#### Work request:
The required output is a copy of each line in the material below that includes "Ubatuba".

#### Exercise materials:
┏━━
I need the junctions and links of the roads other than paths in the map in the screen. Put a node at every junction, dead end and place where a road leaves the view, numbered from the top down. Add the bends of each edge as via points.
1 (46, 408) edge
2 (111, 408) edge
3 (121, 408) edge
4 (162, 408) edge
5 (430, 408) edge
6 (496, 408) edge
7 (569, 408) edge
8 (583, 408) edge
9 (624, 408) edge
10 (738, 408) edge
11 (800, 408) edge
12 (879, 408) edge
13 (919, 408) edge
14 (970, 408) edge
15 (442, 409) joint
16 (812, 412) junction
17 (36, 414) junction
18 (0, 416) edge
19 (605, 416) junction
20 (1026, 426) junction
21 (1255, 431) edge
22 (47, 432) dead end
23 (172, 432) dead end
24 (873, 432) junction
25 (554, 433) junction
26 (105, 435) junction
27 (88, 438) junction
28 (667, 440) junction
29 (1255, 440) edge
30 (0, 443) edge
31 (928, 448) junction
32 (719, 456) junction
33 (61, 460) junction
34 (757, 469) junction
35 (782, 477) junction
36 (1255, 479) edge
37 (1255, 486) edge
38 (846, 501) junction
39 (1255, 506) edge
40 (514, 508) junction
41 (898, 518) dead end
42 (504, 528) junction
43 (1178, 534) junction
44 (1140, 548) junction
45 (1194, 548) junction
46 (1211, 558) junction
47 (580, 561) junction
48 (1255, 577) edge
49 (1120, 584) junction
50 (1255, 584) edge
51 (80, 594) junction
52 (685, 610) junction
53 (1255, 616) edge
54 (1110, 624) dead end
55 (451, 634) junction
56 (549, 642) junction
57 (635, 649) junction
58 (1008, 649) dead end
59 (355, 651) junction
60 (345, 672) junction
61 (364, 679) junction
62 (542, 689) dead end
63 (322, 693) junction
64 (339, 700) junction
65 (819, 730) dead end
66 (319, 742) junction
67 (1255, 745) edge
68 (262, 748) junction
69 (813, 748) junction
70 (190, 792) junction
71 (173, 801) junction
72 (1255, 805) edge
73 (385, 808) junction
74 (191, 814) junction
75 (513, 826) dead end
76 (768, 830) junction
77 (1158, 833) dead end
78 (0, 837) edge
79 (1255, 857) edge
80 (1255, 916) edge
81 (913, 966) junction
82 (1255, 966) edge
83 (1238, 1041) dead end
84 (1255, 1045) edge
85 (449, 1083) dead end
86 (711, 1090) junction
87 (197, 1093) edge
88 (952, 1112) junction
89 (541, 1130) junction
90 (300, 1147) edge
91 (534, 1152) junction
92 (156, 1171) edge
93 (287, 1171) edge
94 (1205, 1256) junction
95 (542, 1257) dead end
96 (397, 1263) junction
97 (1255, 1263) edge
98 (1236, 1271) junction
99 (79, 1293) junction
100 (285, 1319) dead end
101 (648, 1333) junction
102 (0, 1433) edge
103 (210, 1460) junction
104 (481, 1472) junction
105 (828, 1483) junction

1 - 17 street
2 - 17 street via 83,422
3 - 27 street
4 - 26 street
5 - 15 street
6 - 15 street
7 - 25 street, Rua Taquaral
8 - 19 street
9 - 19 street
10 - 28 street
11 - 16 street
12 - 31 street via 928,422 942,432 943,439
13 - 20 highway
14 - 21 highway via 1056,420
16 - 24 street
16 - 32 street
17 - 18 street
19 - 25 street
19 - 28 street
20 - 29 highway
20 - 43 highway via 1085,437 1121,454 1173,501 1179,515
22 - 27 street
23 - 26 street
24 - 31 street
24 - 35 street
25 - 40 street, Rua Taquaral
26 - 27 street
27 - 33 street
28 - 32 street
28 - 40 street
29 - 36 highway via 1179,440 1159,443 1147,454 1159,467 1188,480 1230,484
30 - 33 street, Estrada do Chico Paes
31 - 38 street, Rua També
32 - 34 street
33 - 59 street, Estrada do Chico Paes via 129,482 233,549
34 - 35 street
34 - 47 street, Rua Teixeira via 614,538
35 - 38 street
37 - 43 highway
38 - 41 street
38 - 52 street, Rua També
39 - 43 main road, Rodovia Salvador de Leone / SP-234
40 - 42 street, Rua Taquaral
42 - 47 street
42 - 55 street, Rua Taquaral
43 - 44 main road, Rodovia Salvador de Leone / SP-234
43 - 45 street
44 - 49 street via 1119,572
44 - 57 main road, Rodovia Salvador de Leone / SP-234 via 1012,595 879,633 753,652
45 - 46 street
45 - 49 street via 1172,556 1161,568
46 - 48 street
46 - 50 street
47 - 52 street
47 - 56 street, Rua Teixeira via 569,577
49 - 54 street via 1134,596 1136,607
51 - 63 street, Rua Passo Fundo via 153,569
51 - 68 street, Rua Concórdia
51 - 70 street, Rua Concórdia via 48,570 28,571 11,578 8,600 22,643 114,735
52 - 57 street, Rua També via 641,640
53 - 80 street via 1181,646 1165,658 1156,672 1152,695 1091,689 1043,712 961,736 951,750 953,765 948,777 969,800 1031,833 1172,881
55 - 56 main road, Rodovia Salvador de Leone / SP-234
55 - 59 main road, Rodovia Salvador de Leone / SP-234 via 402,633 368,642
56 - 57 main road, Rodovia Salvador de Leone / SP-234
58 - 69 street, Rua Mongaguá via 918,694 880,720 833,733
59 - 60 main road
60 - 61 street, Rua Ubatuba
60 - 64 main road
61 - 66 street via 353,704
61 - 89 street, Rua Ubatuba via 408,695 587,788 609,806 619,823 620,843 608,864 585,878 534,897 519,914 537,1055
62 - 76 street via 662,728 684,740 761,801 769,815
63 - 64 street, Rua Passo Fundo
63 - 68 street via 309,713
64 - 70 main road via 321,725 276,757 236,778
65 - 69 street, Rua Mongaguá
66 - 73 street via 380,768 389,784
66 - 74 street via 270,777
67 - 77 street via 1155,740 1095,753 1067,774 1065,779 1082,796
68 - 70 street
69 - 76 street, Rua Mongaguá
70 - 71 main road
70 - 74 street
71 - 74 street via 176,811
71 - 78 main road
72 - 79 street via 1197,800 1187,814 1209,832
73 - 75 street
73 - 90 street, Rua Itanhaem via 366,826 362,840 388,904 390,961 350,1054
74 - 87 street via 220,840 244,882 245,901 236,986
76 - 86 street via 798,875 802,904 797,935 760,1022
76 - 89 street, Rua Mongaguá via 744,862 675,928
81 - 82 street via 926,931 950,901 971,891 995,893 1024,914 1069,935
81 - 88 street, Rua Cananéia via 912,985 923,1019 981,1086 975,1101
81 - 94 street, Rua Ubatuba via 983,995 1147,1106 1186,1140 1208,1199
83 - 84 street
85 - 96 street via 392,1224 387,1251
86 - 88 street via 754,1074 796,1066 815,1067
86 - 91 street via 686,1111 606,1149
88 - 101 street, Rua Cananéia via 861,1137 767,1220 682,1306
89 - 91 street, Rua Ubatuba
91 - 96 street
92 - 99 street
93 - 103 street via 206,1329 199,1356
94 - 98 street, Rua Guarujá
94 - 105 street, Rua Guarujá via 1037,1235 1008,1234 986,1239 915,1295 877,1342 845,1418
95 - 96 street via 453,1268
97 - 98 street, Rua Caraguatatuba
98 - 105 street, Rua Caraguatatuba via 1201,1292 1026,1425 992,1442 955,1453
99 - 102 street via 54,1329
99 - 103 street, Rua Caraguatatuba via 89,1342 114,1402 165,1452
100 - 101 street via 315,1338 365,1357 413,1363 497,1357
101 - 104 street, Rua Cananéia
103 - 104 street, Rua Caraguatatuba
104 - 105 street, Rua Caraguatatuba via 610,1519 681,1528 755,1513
┗━━
#### Expected answer:
60 - 61 street, Rua Ubatuba
61 - 89 street, Rua Ubatuba via 408,695 587,788 609,806 619,823 620,843 608,864 585,878 534,897 519,914 537,1055
81 - 94 street, Rua Ubatuba via 983,995 1147,1106 1186,1140 1208,1199
89 - 91 street, Rua Ubatuba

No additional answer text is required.